Too fast. Rick throttled up the engine a bit.
"One eighty, six down. One seventy, three down. One sixty-five, zero
down--we're going back up!"
"Sorry," Rick said, dropping the thrust again. While he was at it, he flipped
on the sodium injector, and sure enough, the landscape exploded in bright
yellow light. Even the bottoms of the craters were visible now, though they
seemed fuzzy, out of focus.
No time to sightsee now, though. Tessa kept reading off the numbers, her voice
rising a little in pitch. "Forty-five seconds. One sixty feet, four down. One
fifty, five down; one forty, six down...you're picking up too much speed!"
"Got it," Rick said, nudging their thrust up a bit.
"One hundred, five down. Thirty seconds."

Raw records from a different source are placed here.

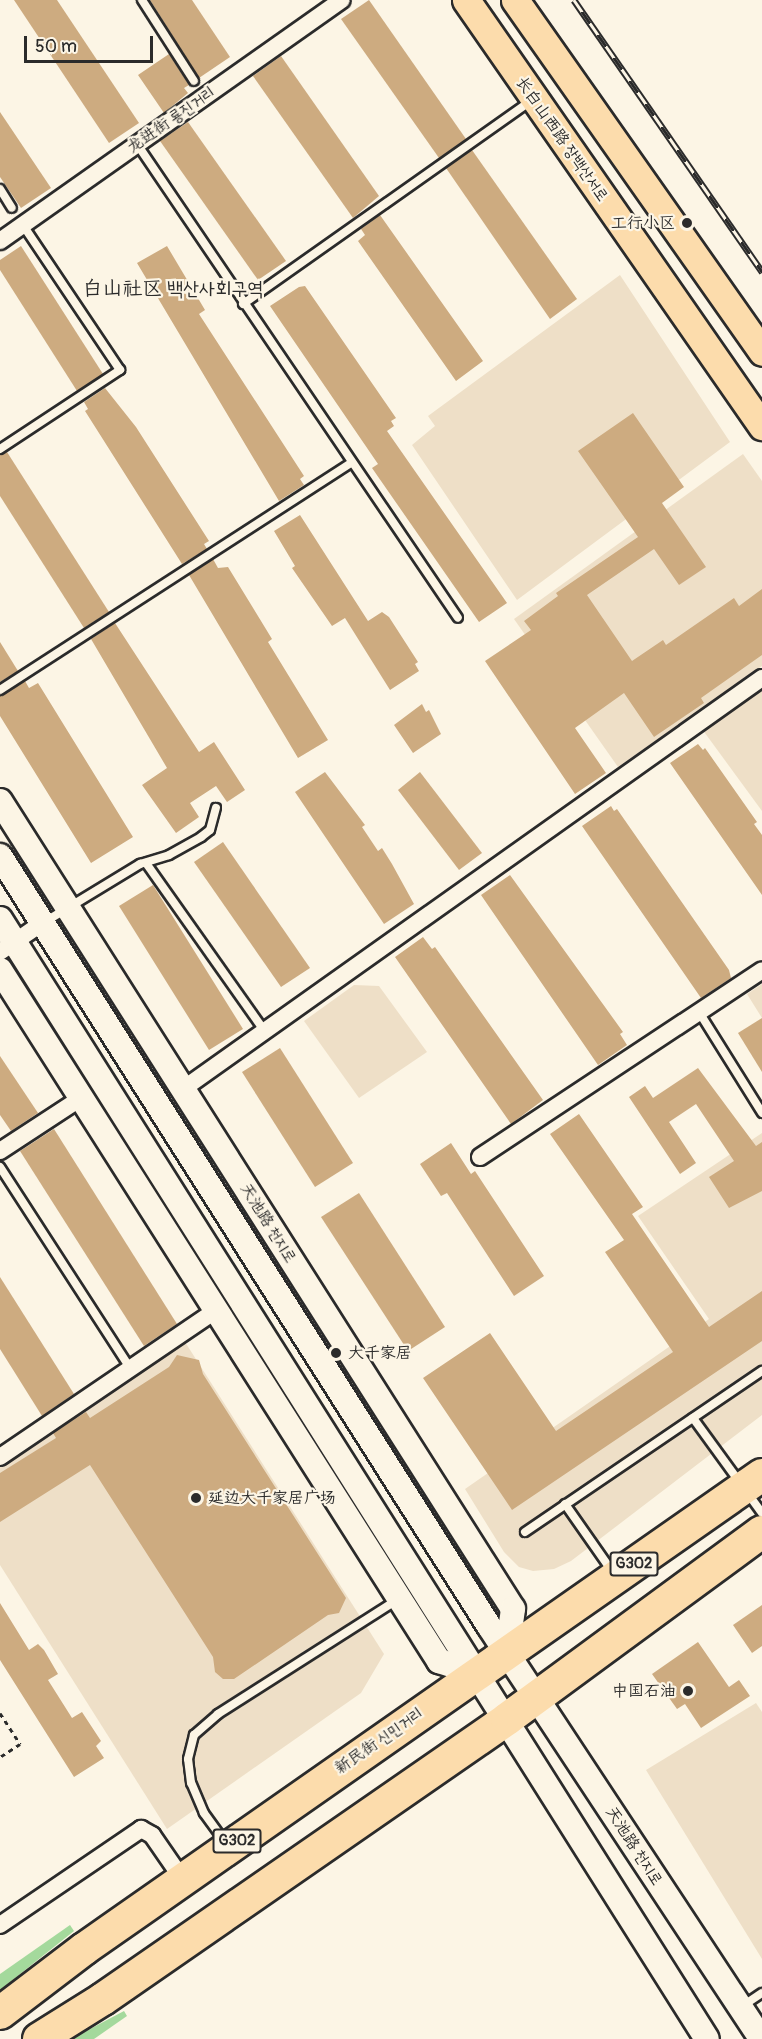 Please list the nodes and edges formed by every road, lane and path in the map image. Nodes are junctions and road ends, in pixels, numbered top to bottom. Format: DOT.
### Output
graph roads {
  1 [pos="142,0"];
  2 [pos="342,0"];
  3 [pos="466,0"];
  4 [pos="515,0"];
  5 [pos="194,81"];
  6 [pos="534,99"];
  7 [pos="136,144"];
  8 [pos="0,189"];
  9 [pos="12,208"];
  10 [pos="23,225"];
  11 [pos="0,241"];
  12 [pos="243,304"];
  13 [pos="762,352"];
  14 [pos="762,426"];
  15 [pos="0,449"];
  16 [pos="352,462"];
  17 [pos="458,618"];
  18 [pos="762,678"];
  19 [pos="0,690"];
  20 [pos="0,801"];
  21 [pos="216,808"];
  22 [pos="0,856"];
  23 [pos="147,863"];
  24 [pos="68,907"];
  25 [pos="0,919"];
  26 [pos="42,923"];
  27 [pos="7,947"];
  28 [pos="0,970"];
  29 [pos="762,970"];
  30 [pos="699,1012"];
  31 [pos="265,1033"];
  32 [pos="183,1089"];
  33 [pos="81,1098"];
  34 [pos="762,1113"];
  35 [pos="0,1151"];
  36 [pos="480,1157"];
  37 [pos="0,1167"];
  38 [pos="216,1310"];
  39 [pos="129,1368"];
  40 [pos="762,1371"];
  41 [pos="693,1418"];
  42 [pos="0,1457"];
  43 [pos="753,1481"];
  44 [pos="565,1504"];
  45 [pos="762,1513"];
  46 [pos="525,1532"];
  47 [pos="762,1532"];
  48 [pos="616,1577"];
  49 [pos="399,1598"];
  50 [pos="507,1652"];
  51 [pos="477,1672"];
  52 [pos="537,1698"];
  53 [pos="0,1713"];
  54 [pos="507,1719"];
  55 [pos="0,1756"];
  56 [pos="228,1848"];
  57 [pos="183,1880"];
  58 [pos="0,1925"];
  59 [pos="762,1993"];
  60 [pos="741,2007"];
  61 [pos="0,2013"];
  62 [pos="39,2039"];
  63 [pos="707,2039"];
  64 [pos="761,2039"];
  1 -- 5 [label="lane"];
  2 -- 7 [label="street, 龙进街 룡진거리"];
  3 -- 6 [label="main road, 长白山西路 장백산서로"];
  4 -- 13 [label="main road"];
  6 -- 12 [label="lane"];
  6 -- 14 [label="main road, 长白山西路 장백산서로"];
  7 -- 10 [label="street, 龙进街 룡진거리"];
  7 -- 12 [label="lane"];
  8 -- 9 [label="lane"];
  10 -- 11 [label="street, 龙进街 룡진거리"];
  10 -- 15 [label="lane"];
  12 -- 16 [label="lane"];
  16 -- 17 [label="lane"];
  16 -- 19 [label="lane"];
  18 -- 31 [label="street"];
  20 -- 24 [label="main road, 天池路 천지로"];
  21 -- 23 [label="lane"];
  22 -- 26 [label="main road, 天池路 천지로"];
  23 -- 24 [label="lane"];
  23 -- 31 [label="lane"];
  24 -- 26 [label="lane"];
  24 -- 32 [label="main road, 天池路 천지로"];
  25 -- 27 [label="main road"];
  26 -- 27 [label="street"];
  26 -- 50 [label="main road, 天池路 천지로"];
  27 -- 51 [label="main road"];
  28 -- 33 [label="main road"];
  29 -- 30 [label="street"];
  30 -- 34 [label="lane"];
  30 -- 36 [label="street"];
  31 -- 32 [label="street"];
  32 -- 50 [label="main road, 天池路 천지로"];
  33 -- 35 [label="street"];
  33 -- 38 [label="main road"];
  37 -- 39 [label="lane"];
  38 -- 39 [label="street"];
  38 -- 49 [label="main road"];
  39 -- 42 [label="street"];
  40 -- 41 [label="lane"];
  41 -- 43 [label="lane"];
  41 -- 44 [label="lane"];
  43 -- 45 [label="lane"];
  43 -- 48 [label="highway, 新民街 신민거리 / G302"];
  44 -- 46 [label="lane"];
  44 -- 48 [label="lane"];
  47 -- 52 [label="highway"];
  48 -- 50 [label="highway, 新民街 신민거리 / G302"];
  49 -- 51 [label="main road"];
  49 -- 56 [label="lane"];
  50 -- 51 [label="highway, 新民街 신민거리 / G302"];
  50 -- 52 [label="main road, 天池路 천지로"];
  51 -- 54 [label="main road"];
  51 -- 56 [label="highway, 新民街 신민거리 / G302"];
  52 -- 54 [label="highway"];
  52 -- 60 [label="main road, 天池路 천지로"];
  53 -- 55 [label="path"];
  54 -- 62 [label="highway"];
  54 -- 63 [label="main road"];
  56 -- 57 [label="highway, 新民街 신민거리 / G302"];
  57 -- 58 [label="street"];
  57 -- 61 [label="highway, 新民街 신민거리 / G302"];
  59 -- 60 [label="lane"];
  60 -- 64 [label="main road, 天池路 천지로"];
}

Rick did the math in his head. At this rate of descent he had ten seconds of
fuel to spare. Far less than regulation, but still enough if he didn't waste
any more. "Piece of cake," he said again, holding it steady for the spot he
had chosen.
The descent went smoothly through the next fifty feet, but with only fifty
feet to go, the ground began to grow indistinct. "What's that, are we kicking
up dust?" Rick asked.
"I don't know," Tessa said. "It looks more like fog."
"Fog? Damn, Gregor was right." Rick held the controls steady, but they were
descending into a white mist. The big boulder he'd been using for a marker
disappeared in the cloud swirling up from the crater floor. Rick couldn't tell
if they were still going to miss it or not; they could be drifting right over
it for all he could tell.
Tessa's hand hovered near the Abort Stage button. That would fire the ascent
stage's engine, smashing the lower half of the lander into the surface as it
blasted the top half free and back into orbit.
"We're too low for that," Rick said. "We'd crash with the descent stage if we
tried it. Just hang on and call out the numbers."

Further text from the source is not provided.